*** Opening Extracted information ***

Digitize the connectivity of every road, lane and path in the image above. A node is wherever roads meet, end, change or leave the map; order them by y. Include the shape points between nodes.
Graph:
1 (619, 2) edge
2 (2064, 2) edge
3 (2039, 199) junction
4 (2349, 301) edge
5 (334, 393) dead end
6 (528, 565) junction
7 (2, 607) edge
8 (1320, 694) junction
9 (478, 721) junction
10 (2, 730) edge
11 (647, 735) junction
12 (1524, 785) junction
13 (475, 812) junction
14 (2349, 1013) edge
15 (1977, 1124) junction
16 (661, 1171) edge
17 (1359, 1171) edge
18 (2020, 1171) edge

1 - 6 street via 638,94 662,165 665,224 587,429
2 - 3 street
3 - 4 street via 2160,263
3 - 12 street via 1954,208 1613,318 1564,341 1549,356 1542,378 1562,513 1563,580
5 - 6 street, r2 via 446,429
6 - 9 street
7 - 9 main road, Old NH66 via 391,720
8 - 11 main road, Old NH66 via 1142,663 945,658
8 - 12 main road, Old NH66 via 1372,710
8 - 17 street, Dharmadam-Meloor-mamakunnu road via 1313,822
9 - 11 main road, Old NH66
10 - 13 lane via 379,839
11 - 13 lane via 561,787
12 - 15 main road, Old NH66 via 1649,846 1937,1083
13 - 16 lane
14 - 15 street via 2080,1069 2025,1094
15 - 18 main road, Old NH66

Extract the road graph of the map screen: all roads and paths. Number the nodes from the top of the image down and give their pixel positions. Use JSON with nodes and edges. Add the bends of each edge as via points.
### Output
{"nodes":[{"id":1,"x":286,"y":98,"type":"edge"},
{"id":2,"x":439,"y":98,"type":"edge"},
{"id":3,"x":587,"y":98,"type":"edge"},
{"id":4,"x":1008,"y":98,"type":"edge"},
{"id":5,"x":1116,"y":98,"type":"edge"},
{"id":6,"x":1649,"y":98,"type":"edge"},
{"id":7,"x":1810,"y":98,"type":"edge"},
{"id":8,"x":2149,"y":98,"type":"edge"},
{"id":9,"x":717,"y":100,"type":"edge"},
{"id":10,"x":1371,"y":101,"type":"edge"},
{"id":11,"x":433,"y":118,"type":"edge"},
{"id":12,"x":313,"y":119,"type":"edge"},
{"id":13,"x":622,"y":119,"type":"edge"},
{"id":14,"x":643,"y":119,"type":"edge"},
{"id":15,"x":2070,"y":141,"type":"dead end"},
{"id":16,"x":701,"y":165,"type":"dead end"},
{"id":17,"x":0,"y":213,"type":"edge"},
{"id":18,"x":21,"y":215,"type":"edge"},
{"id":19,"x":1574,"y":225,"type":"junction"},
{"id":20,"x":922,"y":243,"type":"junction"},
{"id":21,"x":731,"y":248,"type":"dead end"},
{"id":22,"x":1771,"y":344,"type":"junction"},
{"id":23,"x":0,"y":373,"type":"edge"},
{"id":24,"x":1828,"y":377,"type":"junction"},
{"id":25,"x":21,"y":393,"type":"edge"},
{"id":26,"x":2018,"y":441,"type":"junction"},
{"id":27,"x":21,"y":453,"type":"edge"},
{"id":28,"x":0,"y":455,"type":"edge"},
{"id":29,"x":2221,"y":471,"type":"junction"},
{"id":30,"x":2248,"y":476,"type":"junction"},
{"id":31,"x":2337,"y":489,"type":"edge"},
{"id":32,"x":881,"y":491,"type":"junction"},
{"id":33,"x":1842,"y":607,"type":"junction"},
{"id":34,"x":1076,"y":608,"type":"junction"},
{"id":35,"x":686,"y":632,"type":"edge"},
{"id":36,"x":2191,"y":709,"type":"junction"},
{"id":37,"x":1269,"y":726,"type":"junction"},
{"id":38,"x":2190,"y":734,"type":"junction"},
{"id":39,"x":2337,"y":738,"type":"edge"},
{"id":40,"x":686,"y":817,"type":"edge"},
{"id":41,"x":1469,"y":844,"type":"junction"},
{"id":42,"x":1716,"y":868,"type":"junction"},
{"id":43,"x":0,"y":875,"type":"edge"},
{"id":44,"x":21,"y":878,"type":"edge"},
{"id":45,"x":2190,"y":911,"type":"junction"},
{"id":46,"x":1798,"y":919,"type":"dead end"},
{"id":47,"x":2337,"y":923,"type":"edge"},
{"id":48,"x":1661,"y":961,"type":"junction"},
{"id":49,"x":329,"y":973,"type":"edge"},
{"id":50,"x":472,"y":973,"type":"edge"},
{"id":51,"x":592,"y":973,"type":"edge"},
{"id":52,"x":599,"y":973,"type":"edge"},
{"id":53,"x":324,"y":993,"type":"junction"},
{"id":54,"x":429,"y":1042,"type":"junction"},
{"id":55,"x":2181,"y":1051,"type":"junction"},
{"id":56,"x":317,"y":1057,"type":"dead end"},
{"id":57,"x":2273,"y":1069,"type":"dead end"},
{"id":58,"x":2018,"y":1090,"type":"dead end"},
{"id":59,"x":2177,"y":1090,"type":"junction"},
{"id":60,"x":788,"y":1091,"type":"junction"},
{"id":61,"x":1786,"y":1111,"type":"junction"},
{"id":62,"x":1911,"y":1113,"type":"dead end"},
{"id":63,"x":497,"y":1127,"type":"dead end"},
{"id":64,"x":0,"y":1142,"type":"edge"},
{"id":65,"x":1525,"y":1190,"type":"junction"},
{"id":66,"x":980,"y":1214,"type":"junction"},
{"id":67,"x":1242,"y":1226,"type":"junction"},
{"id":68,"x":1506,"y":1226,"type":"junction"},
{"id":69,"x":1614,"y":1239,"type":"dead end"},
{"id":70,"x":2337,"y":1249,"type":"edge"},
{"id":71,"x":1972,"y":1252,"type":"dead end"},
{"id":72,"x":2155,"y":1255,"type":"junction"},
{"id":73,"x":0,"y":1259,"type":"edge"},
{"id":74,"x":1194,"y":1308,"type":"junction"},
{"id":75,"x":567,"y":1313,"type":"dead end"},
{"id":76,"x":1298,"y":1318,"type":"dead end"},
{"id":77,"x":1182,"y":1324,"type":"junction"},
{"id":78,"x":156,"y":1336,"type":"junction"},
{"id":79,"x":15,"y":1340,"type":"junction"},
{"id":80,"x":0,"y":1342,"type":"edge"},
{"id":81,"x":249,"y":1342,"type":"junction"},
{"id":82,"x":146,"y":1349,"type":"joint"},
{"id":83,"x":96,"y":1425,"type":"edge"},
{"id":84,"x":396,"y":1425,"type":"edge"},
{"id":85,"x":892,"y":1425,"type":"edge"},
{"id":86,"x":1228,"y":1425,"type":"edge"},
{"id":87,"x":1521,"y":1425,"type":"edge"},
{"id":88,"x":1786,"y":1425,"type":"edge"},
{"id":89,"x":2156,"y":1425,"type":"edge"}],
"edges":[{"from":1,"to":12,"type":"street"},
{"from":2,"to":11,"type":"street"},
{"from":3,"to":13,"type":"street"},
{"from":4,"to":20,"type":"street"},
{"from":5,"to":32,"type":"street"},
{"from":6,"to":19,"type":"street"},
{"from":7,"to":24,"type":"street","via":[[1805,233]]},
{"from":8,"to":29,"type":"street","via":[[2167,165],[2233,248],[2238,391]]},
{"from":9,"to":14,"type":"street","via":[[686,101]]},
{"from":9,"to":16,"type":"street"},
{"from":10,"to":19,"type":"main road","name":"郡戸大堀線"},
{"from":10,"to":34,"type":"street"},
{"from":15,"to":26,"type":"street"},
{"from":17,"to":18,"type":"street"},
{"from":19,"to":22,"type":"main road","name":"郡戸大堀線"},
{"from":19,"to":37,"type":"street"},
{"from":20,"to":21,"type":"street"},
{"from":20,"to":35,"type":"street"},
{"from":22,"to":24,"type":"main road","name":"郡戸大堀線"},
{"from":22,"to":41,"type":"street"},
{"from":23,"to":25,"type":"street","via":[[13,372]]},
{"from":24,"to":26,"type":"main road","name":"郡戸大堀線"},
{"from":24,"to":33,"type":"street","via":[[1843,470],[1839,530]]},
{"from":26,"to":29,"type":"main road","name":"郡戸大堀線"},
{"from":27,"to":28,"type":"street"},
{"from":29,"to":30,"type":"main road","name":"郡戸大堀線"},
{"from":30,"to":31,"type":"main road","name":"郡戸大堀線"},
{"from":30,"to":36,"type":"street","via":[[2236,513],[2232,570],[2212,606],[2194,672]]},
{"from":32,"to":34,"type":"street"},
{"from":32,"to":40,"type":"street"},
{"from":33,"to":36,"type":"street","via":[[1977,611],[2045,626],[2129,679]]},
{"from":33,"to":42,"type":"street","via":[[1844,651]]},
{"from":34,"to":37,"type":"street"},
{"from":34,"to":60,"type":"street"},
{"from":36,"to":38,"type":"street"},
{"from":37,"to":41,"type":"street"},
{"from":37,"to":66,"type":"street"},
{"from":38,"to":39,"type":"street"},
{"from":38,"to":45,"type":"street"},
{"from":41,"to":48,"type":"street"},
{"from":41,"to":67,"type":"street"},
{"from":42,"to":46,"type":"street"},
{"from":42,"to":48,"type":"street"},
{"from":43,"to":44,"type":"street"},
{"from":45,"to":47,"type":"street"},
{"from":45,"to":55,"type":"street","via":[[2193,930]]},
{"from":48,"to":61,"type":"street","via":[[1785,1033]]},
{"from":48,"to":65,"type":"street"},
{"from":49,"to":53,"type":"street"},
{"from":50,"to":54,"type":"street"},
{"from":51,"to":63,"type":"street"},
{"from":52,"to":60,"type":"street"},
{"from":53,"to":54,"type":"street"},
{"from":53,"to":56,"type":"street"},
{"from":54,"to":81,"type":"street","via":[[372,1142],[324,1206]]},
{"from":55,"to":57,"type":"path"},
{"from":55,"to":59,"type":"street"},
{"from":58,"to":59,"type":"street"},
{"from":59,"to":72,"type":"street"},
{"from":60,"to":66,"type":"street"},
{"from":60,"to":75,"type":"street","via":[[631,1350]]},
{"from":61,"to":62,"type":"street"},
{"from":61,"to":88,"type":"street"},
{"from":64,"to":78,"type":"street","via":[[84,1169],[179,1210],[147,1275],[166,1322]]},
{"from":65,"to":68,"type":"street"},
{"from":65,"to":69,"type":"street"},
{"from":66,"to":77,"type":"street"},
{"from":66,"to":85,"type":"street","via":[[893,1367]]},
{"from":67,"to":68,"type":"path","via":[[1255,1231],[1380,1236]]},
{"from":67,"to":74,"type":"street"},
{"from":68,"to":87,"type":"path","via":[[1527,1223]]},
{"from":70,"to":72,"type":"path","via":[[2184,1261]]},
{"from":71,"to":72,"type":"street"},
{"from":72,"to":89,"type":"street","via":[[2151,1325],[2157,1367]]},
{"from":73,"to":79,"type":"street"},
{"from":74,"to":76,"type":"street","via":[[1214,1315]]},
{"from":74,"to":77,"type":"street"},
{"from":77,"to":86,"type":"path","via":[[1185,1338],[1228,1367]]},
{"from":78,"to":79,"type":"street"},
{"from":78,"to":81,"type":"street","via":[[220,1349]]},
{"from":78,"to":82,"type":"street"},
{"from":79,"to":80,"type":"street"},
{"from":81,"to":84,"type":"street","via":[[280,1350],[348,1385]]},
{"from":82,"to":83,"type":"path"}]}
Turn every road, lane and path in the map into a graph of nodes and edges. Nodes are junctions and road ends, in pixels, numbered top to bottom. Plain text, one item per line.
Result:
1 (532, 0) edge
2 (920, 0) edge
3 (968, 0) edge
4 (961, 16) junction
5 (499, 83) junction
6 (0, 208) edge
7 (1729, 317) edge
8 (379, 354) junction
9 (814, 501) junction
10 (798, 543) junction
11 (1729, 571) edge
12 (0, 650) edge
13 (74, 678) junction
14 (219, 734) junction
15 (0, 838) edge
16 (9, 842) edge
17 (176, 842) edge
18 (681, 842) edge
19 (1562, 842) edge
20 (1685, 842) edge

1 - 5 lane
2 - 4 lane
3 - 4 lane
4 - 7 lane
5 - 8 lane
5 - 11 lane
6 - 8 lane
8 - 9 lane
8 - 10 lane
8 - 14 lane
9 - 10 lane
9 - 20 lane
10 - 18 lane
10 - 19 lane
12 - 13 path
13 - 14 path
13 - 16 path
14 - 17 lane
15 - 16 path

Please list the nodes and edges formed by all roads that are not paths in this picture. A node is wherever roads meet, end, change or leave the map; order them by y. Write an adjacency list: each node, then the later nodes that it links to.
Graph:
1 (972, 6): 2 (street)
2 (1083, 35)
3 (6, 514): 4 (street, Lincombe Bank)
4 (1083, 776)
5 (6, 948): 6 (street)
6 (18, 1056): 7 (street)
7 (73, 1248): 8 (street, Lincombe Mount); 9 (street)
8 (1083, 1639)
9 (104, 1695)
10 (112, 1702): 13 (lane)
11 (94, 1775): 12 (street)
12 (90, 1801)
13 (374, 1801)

*** Closing Extracted information ***

Whenever "every" shows up in a line of the listing, copy that whole line.

▶ Task response:
Digitize the connectivity of every road, lane and path in the image above. A node is wherever roads meet, end, change or leave the map; order them by y. Include the shape points between nodes.
Turn every road, lane and path in the map into a graph of nodes and edges. Nodes are junctions and road ends, in pixels, numbered top to bottom. Plain text, one item per line.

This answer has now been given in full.